Her head was bent over the red J and she still looked at it and not at Tembarom. This was not coyness, but simple, calm absorption. If she had not been making the J, she would have sat with her hands folded in her lap, and gazed at the young man with undisturbed attention.
"Have you?" said Tembarom, gratefully. "That gives me another boost, Little Ann. What a man seems to need most is just plain twenty-cents-a-yard sense. Not that I ever thought I had the dollar kind. I'm not putting on airs."
"Mr. Galton knows the kind you have. I suppose that's why he gave you the page." The words, spoken in the shrewd-sounding Manchester accent, were neither flattering nor unflattering; they were merely impartial.
"Well, now I've got it, I can't fall down," said Tembarom. "I've got to find out for myself how to get next to the people I want to talk to. I've got to find out who to get next to."
Little Ann put in the final red stitch of the letter J and laid the sock neatly folded on the basket.
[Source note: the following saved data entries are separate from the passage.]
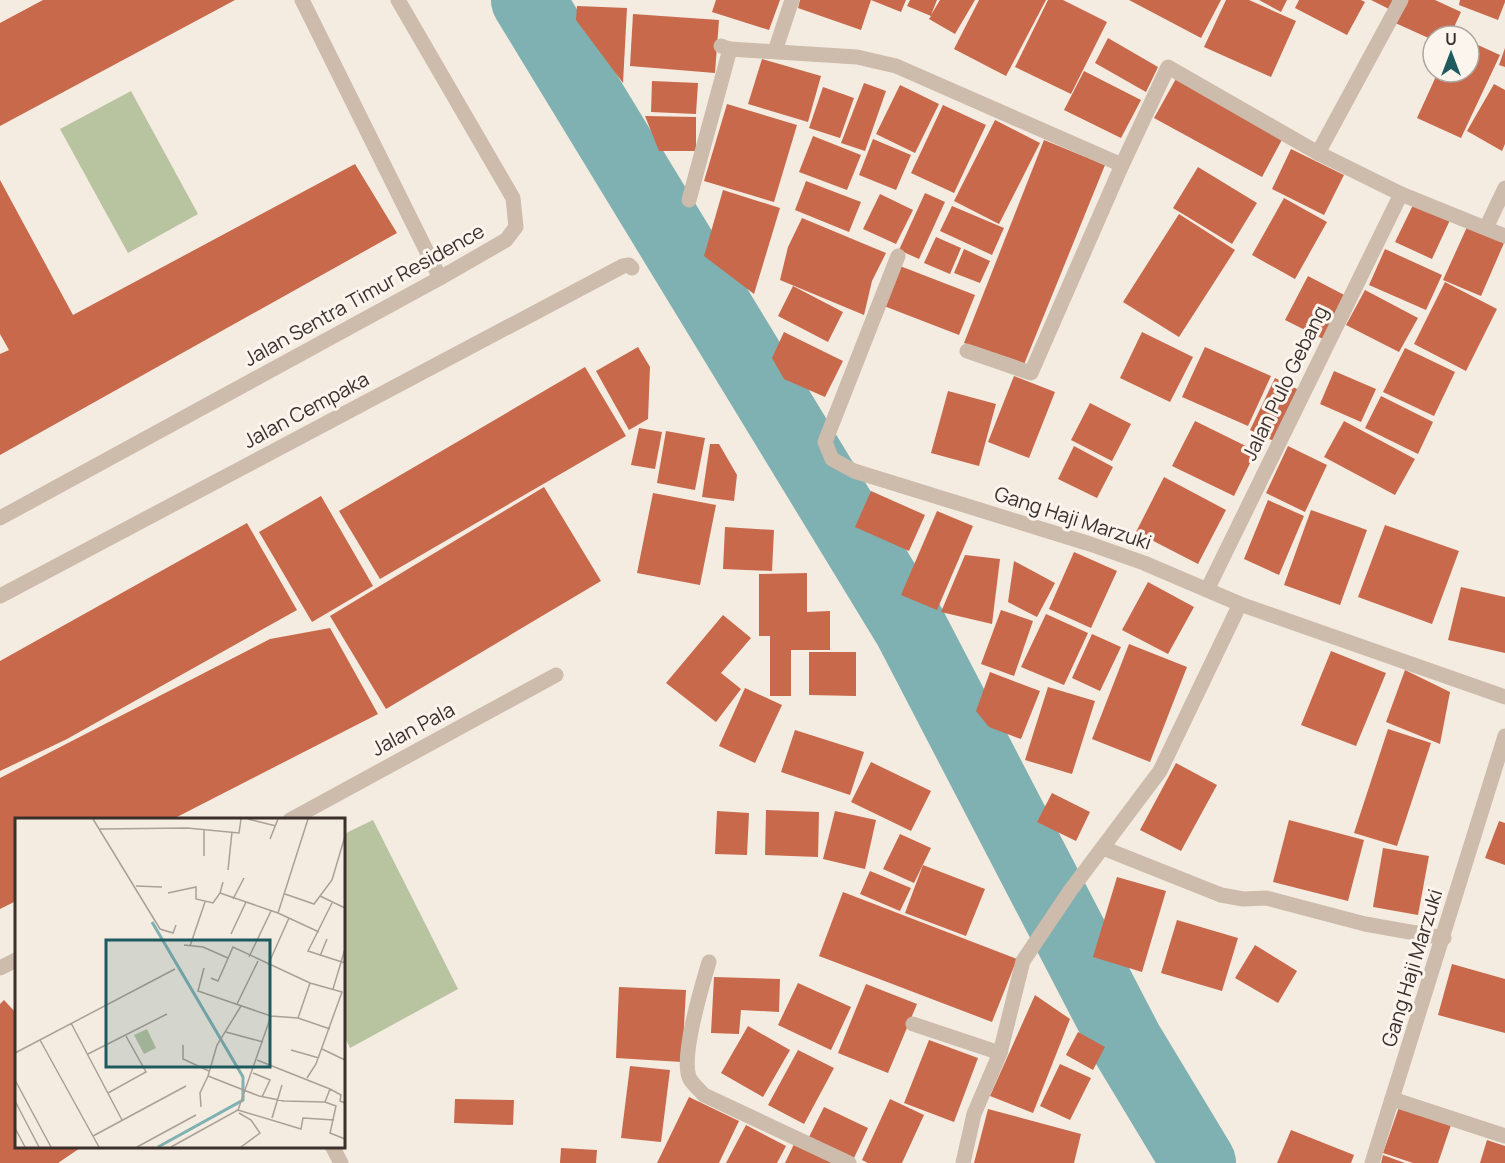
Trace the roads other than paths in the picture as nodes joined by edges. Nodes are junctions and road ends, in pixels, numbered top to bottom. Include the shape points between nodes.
1 (302, 0) edge
2 (398, 0) edge
3 (792, 0) edge
4 (1401, 0) edge
5 (775, 51) junction
6 (1318, 153) junction
7 (1122, 165) junction
8 (1505, 188) edge
9 (1401, 194) junction
10 (689, 200) dead end
11 (1486, 228) junction
12 (1505, 236) edge
13 (898, 256) dead end
14 (632, 268) dead end
15 (440, 278) junction
16 (967, 351) dead end
17 (0, 518) edge
18 (1207, 590) junction
19 (0, 596) edge
20 (1240, 604) junction
21 (556, 675) dead end
22 (1505, 697) edge
23 (1505, 736) edge
24 (292, 818) edge
25 (1103, 848) junction
26 (1444, 938) junction
27 (15, 960) edge
28 (709, 962) dead end
29 (0, 968) edge
30 (913, 1024) dead end
31 (1000, 1053) junction
32 (1392, 1099) junction
33 (1505, 1136) edge
34 (333, 1148) edge
35 (341, 1163) edge
36 (849, 1163) edge
37 (963, 1163) edge
38 (1372, 1163) edge

1 - 15 street
2 - 15 street, Jalan Sentra Timur Residence via 513,198 516,227 506,240
3 - 5 street
4 - 6 street
5 - 7 street via 857,57 896,66
5 - 10 street via 725,47
6 - 7 street via 1168,67
6 - 9 street
7 - 16 street via 1031,373
8 - 11 street
9 - 11 street
9 - 18 street, Jalan Pulo Gebang
11 - 12 street
13 - 18 street, Gang Haji Marzuki via 828,432 825,442 832,459 842,467 886,483 1090,544
14 - 19 street, Jalan Cempaka via 623,266
15 - 17 street, Jalan Sentra Timur Residence
18 - 20 street, Gang Haji Marzuki
20 - 22 street, Gang Haji Marzuki
20 - 25 street via 1160,771
21 - 24 street, Jalan Pala
23 - 26 street, Gang Haji Marzuki
25 - 26 street via 1221,895 1266,898 1365,924
25 - 31 street via 1023,961
26 - 32 street, Gang Haji Marzuki
27 - 29 street
28 - 36 street via 688,1050 689,1077 704,1095 724,1106
30 - 31 street
31 - 37 street via 974,1114
32 - 33 street
32 - 38 street, Gang Haji Marzuki
34 - 35 street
"I've just been thinking something, Mr. Tembarom," she said. "Who makes the wedding-cakes?"
He gave a delighted start.
"Gee!" he broke out, "the wedding-cakes!"
"Yes," Little Ann proceeded, "they'd have to have wedding-cakes, and perhaps if you went to the shops where they're sold and could make friends with the people, they'd tell you whom they were selling them to, and you could get the addresses and go and find out things."
Tembarom, glowing with admiring enthusiasm, thrust out his hand.
"Little Ann, shake!" he said. "You've given me the whole show, just like I thought you would. You're just the limit."
"Well, a wedding-cake's the next thing after the bride," she answered.
Her practical little head had given him the practical lead. The mere wedding-cake opened up vistas. Confectioners supplied not only weddings, but refreshments for receptions and dances. Dances suggested the "halls" in which they were held. You could get information at such places. Then there were the churches, and the florists who decorated festal scenes. Tembarom's excitement grew as he talked. One plan led to another; vistas opened on all sides. It all began to look so easy that he could not understand how Biker could possibly have gone into such a land of promise, and returned embittered and empty-handed.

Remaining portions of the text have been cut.